▶ _Try it_: Return, word for word, the lines of the listing below from the one with "<b>19:12</b>" through the one with "4h4l2 5-3 2q2", and no other lines.

[[ Task material open ]]

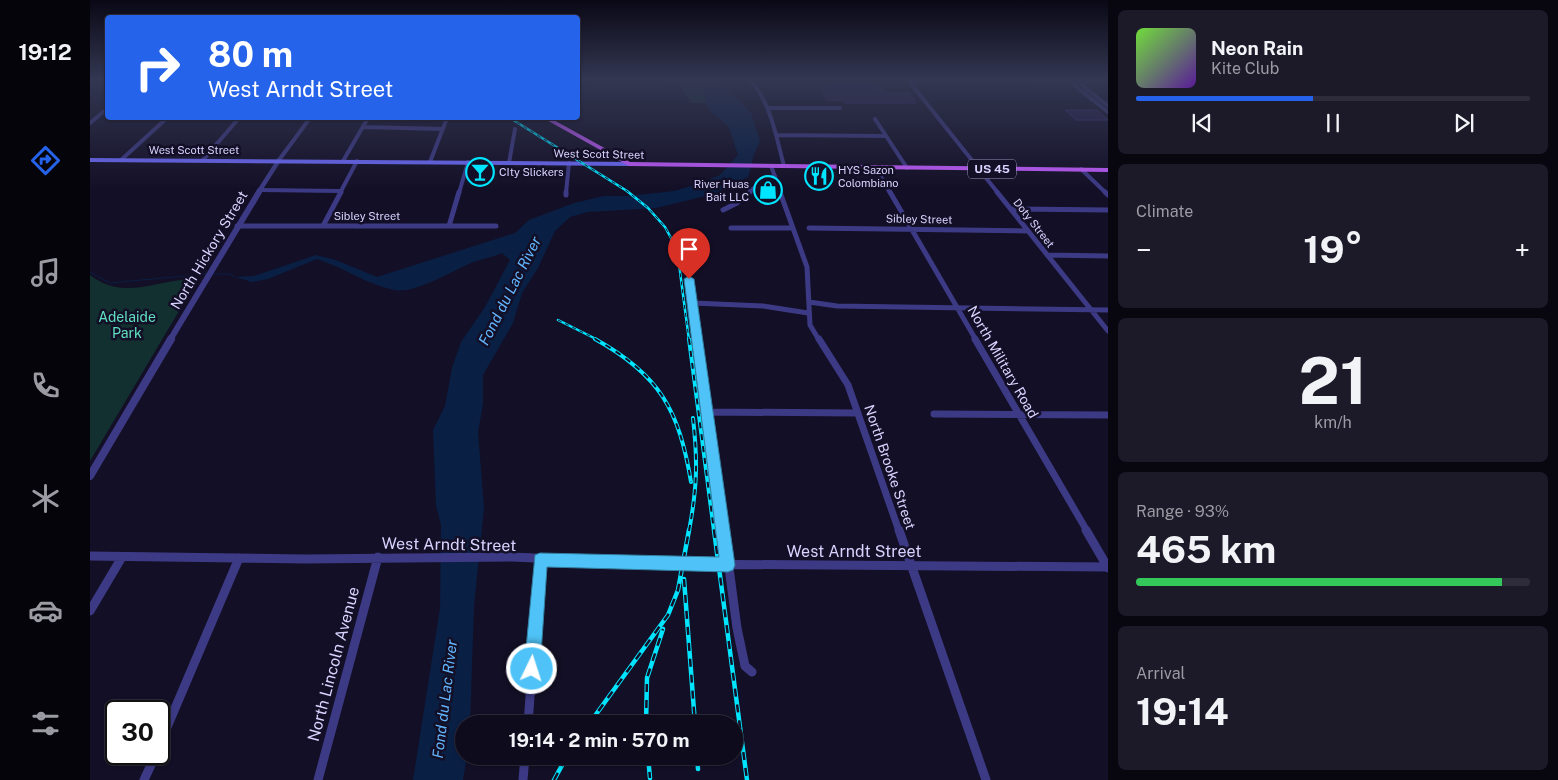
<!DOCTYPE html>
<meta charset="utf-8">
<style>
body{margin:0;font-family:"Public Sans",sans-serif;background:#1c1929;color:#f1f3f6;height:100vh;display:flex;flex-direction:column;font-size:19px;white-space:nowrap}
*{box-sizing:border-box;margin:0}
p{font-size:16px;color:#9b9ba3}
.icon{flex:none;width:28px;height:28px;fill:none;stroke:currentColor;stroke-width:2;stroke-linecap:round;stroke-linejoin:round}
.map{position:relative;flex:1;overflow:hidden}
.sheet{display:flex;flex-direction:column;gap:10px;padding:10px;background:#08060f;width:450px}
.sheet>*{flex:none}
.hud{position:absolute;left:15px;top:15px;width:475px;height:105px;border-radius:5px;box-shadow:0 1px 4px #0004,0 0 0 1px #2e2b3b;background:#2563eb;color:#fff;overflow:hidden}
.speed{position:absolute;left:15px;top:700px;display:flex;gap:10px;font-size:25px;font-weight:700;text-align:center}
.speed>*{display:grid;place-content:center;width:65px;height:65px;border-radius:50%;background:#0e0b1c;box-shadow:0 1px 4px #0004,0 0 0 1px #2e2b3b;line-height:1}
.speed .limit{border:2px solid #111;border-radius:8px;background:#fff;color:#111}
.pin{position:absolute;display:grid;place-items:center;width:42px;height:42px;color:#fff;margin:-51px -21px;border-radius:50% 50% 50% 0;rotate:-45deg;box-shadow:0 0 5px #0007}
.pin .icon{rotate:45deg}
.me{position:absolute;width:55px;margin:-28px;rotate:4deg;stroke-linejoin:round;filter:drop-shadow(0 0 4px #0008)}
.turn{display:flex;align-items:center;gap:18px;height:105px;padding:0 20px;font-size:22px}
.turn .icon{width:65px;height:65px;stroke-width:2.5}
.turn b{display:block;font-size:35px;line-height:42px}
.big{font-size:38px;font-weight:700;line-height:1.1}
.sheet .tile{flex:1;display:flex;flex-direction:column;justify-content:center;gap:8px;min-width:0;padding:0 18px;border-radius:8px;background:#1c1929}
.sheet .dial{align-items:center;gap:0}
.dial b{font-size:65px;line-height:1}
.song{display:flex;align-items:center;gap:15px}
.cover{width:60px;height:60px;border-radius:8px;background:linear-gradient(135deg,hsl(100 70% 55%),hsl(270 70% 35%))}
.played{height:5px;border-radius:2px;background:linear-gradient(90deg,#2563eb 45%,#2e2b3b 45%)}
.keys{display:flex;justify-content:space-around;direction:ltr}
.heat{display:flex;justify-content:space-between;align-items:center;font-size:28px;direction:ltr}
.charge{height:8px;border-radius:4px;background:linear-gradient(90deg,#34c759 93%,#2e2b3b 0)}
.trip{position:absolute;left:365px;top:715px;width:288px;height:50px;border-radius:25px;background:#0e0b1c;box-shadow:0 1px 4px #0004,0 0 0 1px #2e2b3b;font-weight:700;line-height:50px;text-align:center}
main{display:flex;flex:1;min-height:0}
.tabs{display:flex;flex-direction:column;width:90px;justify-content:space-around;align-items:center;background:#06040b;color:#9b9ba3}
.tabs .icon{width:35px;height:35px}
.tabs .active{color:#2563eb}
.tabs b{font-size:22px;color:#f1f3f6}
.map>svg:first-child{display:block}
.green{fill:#12302f}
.water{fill:#0a1f44}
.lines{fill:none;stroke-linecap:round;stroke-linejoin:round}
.stream{stroke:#0a1f44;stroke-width:1}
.building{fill:#241b47;stroke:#3b2d73}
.minor-far3{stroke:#3d3a85;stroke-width:4}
.minor-far2{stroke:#3d3a85;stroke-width:5}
.minor-far1{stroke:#3d3a85;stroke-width:7}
.minor{stroke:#3d3a85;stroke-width:9}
.tertiary-far2{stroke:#3d3a85;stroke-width:4.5}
.tertiary-far1{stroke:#3d3a85;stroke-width:6}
.tertiary{stroke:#3d3a85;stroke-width:8}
.secondary{fill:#6f6bff;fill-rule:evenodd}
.primary{fill:#c25bff;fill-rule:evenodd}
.rail-far2-casing{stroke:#00e5ff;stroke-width:2.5}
.rail-far1-casing{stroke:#00e5ff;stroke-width:4}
.rail-casing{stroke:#00e5ff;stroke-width:4.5}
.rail-far2{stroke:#130f26;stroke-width:1;stroke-dasharray:4;stroke-linecap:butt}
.rail-far1{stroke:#130f26;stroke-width:2;stroke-dasharray:6;stroke-linecap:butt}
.rail{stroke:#130f26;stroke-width:2.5;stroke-dasharray:8;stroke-linecap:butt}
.route{fill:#4fc3f7;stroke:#337fa1}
.labels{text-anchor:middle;stroke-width:5;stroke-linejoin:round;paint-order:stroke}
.far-street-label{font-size:11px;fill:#d9d4ff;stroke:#130f26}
.far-poi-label{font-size:11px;fill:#d9d4ff;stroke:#130f26;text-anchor:start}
.shield{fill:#130f26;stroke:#9e99be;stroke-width:1}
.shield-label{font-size:12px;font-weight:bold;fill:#d9d4ff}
.street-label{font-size:14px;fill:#d9d4ff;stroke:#130f26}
.park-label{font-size:14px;fill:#5fe0c0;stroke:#130f26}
.water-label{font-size:15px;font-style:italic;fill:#62b6ff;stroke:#130f26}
.near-street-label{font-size:16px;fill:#d9d4ff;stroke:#130f26}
</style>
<main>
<nav class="tabs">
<b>19:12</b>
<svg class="icon active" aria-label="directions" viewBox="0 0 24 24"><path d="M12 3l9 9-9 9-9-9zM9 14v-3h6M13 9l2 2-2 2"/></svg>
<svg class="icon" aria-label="music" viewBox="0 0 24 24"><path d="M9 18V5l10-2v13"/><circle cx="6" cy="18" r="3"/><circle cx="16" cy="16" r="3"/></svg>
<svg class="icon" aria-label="phone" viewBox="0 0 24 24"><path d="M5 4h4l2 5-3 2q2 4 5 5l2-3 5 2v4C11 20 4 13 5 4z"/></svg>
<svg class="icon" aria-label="climate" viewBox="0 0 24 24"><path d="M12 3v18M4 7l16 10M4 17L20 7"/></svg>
<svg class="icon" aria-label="car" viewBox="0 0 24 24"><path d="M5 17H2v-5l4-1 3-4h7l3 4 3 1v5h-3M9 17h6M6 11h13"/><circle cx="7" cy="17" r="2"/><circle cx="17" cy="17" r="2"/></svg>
<svg class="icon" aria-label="filters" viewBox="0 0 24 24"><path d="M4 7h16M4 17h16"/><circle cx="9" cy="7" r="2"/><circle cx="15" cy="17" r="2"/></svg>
</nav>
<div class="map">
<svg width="1018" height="780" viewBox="0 0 1018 780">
<rect width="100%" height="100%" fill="#130f26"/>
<path class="green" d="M573,80h33l6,4 4,19h-15l-10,-16z
M0,275c36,28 70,2 108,4l-108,182z"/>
<path class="water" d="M606,80h26l3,6 26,27 9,28 -6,13 -6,23 -30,16 -62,15 -68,4 -18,5 -15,14 -17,37 -16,25 -9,30 -30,52v29l-5,28 6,76 -10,98 -4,118h-6v32h3l-4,24h-50l27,-172 1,-83 -5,-19 -3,-76 12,-24 7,-38 9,-26 24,-35 25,-47 -8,-7c-11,5 -22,6 -33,11 -19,8 -54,30 -75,26 -28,-6 -49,-22 -77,-31l-49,20 -16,3 -17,-5 19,-1 62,-21 20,5 41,17 138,-44 14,-13 45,-17 30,-7h24l46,-5 21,-6 25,-10 18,-20 -9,-28 -19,-16 -4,-7 -4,-19z"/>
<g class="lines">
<path class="stream" d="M0,272l20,11 96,-9
M121,274h18l6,3"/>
</g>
<path class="building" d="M738,84h49l6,9h26l7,10h-71l-2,-3h-16l-7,-14h10z
M975,110h32l11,10h-32z"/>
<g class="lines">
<path class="minor-far3" d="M660,80c21,23 26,56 34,86
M818,80l90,113
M819,81l199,1
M979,81l39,31
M988,82l30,24
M678,108h72
M785,119l32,49
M0,123l18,-15
M273,127l80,2
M686,135l109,1
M31,160l46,-42
M113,160l36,-42
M189,160l31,-42
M253,161l25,-43
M340,162l17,-44
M419,163l6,-34
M681,166l10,27
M786,168l14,25
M991,169l25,24
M169,190l82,1
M250,193l17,-32
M369,193l9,-31
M476,193l3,-30
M658,193l13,-11 14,-6"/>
<path class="minor-far2" d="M690,192l27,75 3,58 9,15
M800,192l86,148
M907,192l111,139
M1015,192l3,3
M476,195v-3
M921,209l97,1
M633,210l14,-7 13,-11
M147,226h259
M233,226l18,-34
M359,226l10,-34
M641,228h62
M719,228l219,3
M957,255l61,1
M599,279l8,61
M719,302l28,4 271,4
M603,303l70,3 45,7"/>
<path class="minor-far1" d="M607,339l27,192
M729,339l29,46 51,146
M885,339l112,192
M617,412l151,1
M844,414l174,1"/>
<path class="minor" d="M634,530l13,98 8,38 7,6
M809,530l87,250
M996,530l22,38
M0,556l215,3 207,-2 159,7 437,3
M0,611l32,-54
M438,724l12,-164
M69,746l80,-188
M54,780l12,-26
M228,780l60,-223
M433,780l2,-24"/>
<path class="tertiary-far2" d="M168,193l21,-33"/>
<path class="tertiary-far1" d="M80,340l89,-148"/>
<path class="tertiary" d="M0,476l81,-137"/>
<path class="secondary" d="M0,158l539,4 3,2 -3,2 -539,-4z"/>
<path class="primary" d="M453,118h7l80,44 478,6v4l-479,-6z"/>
<defs>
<path id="rail-far2" d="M420,118l117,73 21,17 17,19 12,22 12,91
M468,320l40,20"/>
<path id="rail-far1" d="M505,339c65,36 84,71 96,143
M599,339l25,192
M599,531c8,-43 9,-69 4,-113"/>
<path id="rail" d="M624,530l33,250
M594,579l11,145
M499,724l79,-109 10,-25 11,-60
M556,724l1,-46 16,-49
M558,756l2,22
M607,756l1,13
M464,780l13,-24"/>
</defs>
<use href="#rail-far2" class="rail-far2-casing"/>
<use href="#rail-far1" class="rail-far1-casing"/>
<use href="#rail" class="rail-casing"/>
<use href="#rail-far2" class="rail-far2"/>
<use href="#rail-far1" class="rail-far1"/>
<use href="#rail" class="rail"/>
</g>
<linearGradient id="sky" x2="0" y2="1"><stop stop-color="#0a0815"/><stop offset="0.42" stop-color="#333752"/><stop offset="1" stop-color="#333752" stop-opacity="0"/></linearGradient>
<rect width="1018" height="189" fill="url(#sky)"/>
<path class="route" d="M599,276l5,3 41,286 -2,5 -5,2 -181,-5 -7,102 -3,6 -5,2 -6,-2 -2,-6 11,-114 5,-2 179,4 -35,-278z"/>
<defs>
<symbol id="bar-ring" viewBox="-11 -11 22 22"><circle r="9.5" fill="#130f26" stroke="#00e5ff" stroke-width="1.5"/><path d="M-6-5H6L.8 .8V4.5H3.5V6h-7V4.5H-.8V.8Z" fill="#00e5ff"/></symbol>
<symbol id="restaurant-ring" viewBox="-11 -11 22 22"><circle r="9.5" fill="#130f26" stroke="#00e5ff" stroke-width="1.5"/><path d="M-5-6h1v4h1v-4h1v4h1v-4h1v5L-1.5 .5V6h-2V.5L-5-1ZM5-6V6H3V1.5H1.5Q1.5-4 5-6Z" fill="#00e5ff"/></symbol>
<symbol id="shop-ring" viewBox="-11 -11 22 22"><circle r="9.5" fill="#130f26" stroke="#00e5ff" stroke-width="1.5"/><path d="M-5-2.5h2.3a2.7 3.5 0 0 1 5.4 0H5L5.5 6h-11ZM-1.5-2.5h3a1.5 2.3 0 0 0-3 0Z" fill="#00e5ff"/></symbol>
</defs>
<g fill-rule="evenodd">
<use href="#bar-ring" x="374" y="156" width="32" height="32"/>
<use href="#restaurant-ring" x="713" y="160" width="32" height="32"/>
<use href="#shop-ring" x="662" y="174" width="32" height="32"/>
</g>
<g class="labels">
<g class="far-street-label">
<text x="104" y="154">West Scott Street</text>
<text transform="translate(509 154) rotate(1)" y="4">West Scott Street</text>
<text x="277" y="220">Sibley Street</text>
<text transform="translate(829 219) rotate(1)" y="4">Sibley Street</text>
<text transform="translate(944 223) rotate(52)" y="4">Doty Street</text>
</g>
<g class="far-poi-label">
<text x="748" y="174">HYS Sazon<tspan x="748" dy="13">Colombiano</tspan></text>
<text x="409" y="176">CIty Slickers</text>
<text x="659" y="188" text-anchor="end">River Huas<tspan x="659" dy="13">Bait LLC</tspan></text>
</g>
<rect class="shield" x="878" y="159.5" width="48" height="19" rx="4"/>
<g class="shield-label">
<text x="902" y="173">US 45</text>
</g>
<g class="street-label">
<text transform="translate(119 250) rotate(-59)" y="5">North Hickory Street</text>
<text transform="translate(913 362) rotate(60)" y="5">North Military Road</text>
<text transform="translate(800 467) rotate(71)" y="5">North Brooke Street</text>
</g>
<g class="park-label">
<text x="37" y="322">Adelaide<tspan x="37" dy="16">Park</tspan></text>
</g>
<g class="water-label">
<text transform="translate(420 291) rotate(-63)" y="5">Fond du Lac River</text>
<text transform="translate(355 699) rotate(-83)" y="5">Fond du Lac River</text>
</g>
<g class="near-street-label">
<text transform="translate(359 544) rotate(1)" y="6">West Arndt Street</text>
<text x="764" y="557">West Arndt Street</text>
<text transform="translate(243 664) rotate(-75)" y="6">North Lincoln Avenue</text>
</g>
</g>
</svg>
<div class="speed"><div class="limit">30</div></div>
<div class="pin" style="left:599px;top:279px;background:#d93025"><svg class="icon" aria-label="arrive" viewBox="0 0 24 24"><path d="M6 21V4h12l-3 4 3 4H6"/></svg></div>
<svg class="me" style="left:442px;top:669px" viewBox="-20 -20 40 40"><circle r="17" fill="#4fc3f7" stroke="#fff" stroke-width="3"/><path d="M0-11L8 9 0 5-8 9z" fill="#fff"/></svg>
<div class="trip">19:14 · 2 min · 570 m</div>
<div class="hud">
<div class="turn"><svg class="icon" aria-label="right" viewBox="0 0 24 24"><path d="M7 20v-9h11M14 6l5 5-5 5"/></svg><div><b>80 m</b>West Arndt Street</div></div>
</div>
</div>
<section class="sheet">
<div class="tile">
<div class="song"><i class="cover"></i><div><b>Neon Rain</b><p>Kite Club</p></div></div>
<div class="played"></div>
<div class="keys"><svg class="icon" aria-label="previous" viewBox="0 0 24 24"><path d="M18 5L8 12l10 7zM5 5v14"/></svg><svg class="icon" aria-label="pause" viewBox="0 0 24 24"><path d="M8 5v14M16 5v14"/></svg><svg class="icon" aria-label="next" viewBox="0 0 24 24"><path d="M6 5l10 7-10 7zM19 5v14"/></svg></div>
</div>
<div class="tile"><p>Climate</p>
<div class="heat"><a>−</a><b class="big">19°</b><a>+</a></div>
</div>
<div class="tile dial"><b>21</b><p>km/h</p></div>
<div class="tile"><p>Range · 93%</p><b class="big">465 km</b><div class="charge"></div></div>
<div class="tile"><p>Arrival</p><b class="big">19:14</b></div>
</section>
</main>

[[ Task material closed ]]

▶ _Exercise output_:
<b>19:12</b>
<svg class="icon active" aria-label="directions" viewBox="0 0 24 24"><path d="M12 3l9 9-9 9-9-9zM9 14v-3h6M13 9l2 2-2 2"/></svg>
<svg class="icon" aria-label="music" viewBox="0 0 24 24"><path d="M9 18V5l10-2v13"/><circle cx="6" cy="18" r="3"/><circle cx="16" cy="16" r="3"/></svg>
<svg class="icon" aria-label="phone" viewBox="0 0 24 24"><path d="M5 4h4l2 5-3 2q2 4 5 5l2-3 5 2v4C11 20 4 13 5 4z"/></svg>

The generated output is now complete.